Galería Elvira González is pleased to present the exhibition Calder. Gouaches, the gallery’s second solo exhibition dedicated to the American artist. The show brings together a careful selection of gouaches on paper, many of which are on public view for the first time.
While best known for his mobiles, stabiles, and monumental sculptures, Calder (1898–1976) trained as a painter when he moved to New York City in 1923 to become an artist. Several years later, his first truly abstract works of art were a series of small oil paintings made in the wake of a transformative visit to Piet Mondrian’s studio in October 1930. Calder was deeply impressed by the spatial dynamics of the studio, writing later that the visit “gave me a shock that started things..."
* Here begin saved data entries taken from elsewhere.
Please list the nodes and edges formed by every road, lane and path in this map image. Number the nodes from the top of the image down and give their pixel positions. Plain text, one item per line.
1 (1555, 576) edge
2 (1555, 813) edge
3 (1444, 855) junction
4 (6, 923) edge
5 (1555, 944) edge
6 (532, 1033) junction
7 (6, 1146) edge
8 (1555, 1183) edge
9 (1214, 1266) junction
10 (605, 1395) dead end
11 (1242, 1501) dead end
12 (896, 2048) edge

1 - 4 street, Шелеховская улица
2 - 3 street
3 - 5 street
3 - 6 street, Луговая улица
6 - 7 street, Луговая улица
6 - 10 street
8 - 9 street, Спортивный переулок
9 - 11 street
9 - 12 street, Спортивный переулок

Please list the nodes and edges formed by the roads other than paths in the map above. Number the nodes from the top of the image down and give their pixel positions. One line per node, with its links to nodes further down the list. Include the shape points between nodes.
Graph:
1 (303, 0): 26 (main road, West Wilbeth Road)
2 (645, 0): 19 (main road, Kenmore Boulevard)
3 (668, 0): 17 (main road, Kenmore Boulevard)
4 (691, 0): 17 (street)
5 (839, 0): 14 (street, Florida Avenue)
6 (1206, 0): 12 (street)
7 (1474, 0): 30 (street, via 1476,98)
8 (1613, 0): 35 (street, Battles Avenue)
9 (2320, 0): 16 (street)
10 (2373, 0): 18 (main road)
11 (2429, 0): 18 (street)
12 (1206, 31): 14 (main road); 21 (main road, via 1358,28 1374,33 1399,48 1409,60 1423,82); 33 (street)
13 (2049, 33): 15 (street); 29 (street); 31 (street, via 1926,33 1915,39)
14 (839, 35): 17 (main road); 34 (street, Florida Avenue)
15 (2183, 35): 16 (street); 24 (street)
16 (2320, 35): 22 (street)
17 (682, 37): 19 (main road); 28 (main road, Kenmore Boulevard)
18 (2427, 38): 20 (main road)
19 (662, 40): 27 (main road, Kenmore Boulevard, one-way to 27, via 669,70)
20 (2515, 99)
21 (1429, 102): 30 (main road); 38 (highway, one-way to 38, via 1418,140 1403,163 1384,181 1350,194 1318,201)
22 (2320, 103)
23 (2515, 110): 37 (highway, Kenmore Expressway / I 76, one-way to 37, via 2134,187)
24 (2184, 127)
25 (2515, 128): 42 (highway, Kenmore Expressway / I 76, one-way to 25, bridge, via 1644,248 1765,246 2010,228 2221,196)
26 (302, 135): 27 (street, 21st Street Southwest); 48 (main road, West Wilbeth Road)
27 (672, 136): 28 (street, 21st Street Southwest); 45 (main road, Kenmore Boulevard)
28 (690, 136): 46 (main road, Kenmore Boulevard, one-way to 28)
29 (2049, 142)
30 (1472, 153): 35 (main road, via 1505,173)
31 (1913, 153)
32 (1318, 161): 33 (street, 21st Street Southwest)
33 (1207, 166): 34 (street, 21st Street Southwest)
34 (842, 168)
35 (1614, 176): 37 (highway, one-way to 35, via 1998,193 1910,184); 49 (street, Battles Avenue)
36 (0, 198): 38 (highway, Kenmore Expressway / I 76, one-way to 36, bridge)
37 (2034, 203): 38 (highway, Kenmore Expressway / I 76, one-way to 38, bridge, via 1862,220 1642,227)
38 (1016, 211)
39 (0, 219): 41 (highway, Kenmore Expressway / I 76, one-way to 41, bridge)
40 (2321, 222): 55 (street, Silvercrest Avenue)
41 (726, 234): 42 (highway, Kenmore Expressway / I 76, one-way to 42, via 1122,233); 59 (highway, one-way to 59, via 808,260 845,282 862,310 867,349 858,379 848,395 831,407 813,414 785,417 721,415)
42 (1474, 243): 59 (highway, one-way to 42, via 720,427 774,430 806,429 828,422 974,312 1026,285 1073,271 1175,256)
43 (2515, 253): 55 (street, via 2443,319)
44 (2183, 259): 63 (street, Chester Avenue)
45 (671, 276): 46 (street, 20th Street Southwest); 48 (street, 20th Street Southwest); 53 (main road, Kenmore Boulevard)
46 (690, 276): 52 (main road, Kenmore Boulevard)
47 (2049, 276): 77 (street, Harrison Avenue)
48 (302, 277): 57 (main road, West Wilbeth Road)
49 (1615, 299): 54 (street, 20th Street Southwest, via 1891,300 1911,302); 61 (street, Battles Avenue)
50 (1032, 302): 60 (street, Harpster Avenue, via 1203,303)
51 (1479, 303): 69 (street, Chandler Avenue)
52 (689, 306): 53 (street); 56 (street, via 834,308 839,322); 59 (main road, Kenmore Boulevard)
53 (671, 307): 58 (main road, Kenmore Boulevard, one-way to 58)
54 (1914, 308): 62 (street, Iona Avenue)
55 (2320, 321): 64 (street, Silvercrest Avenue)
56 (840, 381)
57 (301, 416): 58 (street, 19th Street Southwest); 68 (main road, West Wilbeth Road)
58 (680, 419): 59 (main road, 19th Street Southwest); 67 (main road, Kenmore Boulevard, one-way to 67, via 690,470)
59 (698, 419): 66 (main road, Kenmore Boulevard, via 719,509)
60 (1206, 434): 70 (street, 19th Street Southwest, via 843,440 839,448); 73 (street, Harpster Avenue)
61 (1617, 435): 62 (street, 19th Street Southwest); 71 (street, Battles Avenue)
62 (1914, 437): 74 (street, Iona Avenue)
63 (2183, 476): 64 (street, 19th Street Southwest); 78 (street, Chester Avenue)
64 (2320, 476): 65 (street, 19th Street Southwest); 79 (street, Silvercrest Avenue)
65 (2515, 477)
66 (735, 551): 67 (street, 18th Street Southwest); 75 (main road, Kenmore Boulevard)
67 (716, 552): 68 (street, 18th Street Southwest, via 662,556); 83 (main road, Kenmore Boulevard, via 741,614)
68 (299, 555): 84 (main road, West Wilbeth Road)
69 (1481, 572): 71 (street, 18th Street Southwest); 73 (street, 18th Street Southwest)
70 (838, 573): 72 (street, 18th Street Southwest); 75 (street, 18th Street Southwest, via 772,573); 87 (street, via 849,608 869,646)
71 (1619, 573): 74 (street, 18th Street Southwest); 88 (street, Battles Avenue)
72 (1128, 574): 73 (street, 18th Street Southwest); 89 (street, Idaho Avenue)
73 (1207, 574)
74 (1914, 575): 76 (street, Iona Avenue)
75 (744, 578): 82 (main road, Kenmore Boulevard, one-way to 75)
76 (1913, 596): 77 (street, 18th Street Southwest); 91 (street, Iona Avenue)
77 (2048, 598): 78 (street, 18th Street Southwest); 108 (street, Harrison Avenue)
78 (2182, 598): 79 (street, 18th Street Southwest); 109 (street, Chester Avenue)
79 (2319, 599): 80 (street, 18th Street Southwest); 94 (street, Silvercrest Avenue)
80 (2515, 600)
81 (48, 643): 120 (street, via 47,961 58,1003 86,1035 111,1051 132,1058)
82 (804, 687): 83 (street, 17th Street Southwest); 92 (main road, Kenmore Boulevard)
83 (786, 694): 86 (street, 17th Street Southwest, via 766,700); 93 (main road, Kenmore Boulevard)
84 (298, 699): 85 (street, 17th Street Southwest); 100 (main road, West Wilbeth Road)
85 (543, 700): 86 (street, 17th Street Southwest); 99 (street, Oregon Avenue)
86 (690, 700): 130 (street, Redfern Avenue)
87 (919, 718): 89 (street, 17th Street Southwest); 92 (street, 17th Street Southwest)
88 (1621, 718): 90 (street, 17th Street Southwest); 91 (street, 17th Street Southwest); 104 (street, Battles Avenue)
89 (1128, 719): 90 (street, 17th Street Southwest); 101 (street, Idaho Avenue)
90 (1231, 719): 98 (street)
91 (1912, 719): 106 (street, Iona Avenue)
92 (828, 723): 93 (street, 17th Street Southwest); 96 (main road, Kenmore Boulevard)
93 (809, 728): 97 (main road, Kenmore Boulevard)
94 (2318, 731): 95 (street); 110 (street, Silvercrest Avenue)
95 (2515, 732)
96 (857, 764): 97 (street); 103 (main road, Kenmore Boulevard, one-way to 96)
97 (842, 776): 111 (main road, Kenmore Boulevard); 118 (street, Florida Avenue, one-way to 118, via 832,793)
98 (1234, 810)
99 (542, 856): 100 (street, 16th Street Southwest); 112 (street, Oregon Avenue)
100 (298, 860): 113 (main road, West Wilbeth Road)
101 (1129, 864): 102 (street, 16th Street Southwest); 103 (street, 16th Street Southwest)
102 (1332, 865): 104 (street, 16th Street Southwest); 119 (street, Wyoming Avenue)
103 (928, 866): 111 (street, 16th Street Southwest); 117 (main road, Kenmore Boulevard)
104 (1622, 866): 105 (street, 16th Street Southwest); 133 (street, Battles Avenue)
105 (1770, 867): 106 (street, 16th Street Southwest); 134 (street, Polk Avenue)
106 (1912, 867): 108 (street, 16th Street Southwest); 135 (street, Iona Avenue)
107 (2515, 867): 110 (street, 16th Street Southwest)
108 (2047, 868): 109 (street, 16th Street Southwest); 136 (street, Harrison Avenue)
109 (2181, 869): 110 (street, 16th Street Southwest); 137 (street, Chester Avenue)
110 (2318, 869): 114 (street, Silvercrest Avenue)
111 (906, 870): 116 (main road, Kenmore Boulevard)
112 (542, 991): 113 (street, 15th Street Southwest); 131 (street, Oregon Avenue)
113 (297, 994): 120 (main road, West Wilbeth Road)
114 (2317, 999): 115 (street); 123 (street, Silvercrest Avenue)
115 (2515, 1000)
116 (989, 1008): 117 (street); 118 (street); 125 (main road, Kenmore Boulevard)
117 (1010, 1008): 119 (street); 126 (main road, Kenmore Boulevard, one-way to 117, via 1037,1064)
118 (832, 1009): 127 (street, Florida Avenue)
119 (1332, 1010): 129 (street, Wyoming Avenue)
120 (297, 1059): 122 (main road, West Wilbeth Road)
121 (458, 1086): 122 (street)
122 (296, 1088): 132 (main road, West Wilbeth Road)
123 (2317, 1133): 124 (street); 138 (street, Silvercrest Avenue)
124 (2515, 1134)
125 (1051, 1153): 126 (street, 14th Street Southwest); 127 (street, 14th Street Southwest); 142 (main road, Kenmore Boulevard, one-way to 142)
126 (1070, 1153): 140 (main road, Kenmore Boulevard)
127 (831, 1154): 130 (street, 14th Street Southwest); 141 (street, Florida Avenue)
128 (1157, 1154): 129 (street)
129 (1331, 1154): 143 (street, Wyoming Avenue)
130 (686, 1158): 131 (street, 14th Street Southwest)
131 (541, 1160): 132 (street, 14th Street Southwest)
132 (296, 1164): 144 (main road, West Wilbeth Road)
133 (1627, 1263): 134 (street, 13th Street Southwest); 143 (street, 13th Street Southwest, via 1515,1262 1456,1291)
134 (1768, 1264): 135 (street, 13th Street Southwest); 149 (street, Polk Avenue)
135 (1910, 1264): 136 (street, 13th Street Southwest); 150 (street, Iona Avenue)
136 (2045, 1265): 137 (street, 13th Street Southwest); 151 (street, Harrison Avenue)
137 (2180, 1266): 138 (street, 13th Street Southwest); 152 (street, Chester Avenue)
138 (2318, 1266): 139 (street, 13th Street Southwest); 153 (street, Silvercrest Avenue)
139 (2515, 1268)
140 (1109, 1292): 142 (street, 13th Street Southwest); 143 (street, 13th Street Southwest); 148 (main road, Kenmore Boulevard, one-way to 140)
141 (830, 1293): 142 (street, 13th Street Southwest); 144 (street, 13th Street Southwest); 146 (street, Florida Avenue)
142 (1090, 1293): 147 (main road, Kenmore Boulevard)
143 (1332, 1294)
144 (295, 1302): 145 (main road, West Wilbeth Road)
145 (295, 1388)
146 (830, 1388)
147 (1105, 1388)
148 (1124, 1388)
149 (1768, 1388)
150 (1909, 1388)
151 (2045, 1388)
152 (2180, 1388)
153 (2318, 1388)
Calder familiarized himself with gouache techniques in the thirties, but it was not until the mid- forties that the medium became a key element of his practice. As Jean Lipman explained in her well- known publication Calder’s Universe, these types of “opaque watercolors [were] better suited to his temperament than either transparent watercolors (too pale) or oils (too slow)”. Calder gradually set aside his work with oil to focus on this technique, which suited his “high-spirited, rapid, spontaneous expression.”
In the fifties, the Calder spent eight months in Aix- en-Provence, France, where he lived in two different houses with his family. In each, Calder installed a makeshift studio dedicated to his work with gouache, a medium that he began to cultivate. “I had made gouaches before, but here I was practically doing nothing but gouaches and concentrating on them,” he wrote in his autobiography. “I seemed to develop something new.”
This exhibition focuses on Calder’s particular vision, which was lively, dynamic, and colourful, but also rigorous and transgressive. Through the gouaches we can understand, for the fast-speed they allowed, his most spontaneous creative channels; these works often inspired and responded to his large-scale and sculptural production.
Alexander Calder. Gouaches coincides in time with two major exhibitions in Spain that feature the artist: Calder Stories at Centro Botín, Santander, and Calder-Picasso at the Museo Picasso, Málaga.
Alexander Calder (Pensilvania, 1898 - Nueva York, 1976) utilized his innovative genius to profoundly change the course of modern art. Born in a family of celebrated, though more classically trained artists, he began by developing a new method of sculpting: by bending and twisting wire, he essentially "drew" three-dimensional figures in space. He is renowned for the invention of the mobile, whose suspended, abstract elements move and balance in changing harmony. Coined by Marcel Duchamp in 1931, the word mobile refers to both “motion” and “motive” in French. The earliest mobiles moved by a system of motors, although these mechanics were virtually abandoned as Calder developed mobiles that responded to air currents, light, humidity, and human interaction. He also created stationary abstract works that Jean Arp dubbed stabiles.
From the 1950s onward, Calder turned his attention to international commissions and increasingly devoted himself to making outdoor sculpture on a grand scale from bolted steel plate. Some of these major commissions include: 125, for the New York Port Authority in John F. Kennedy Airport (1957); Spirale, for UNESCO in Paris (1958); Teodelapio, for the city of Spoleto, Italy (1962); Trois Disques, for the Expo in Montreal (1967); El Sol Rojo, for the Olympic Games in Mexico City (1968); La Grande Vitesse, which was the first public art work to be funded by the National Endowment for the Arts (NEA), for the city of Grand Rapids, Michigan (1969); and Flamingo, for the General Services Administration in Chicago (1973).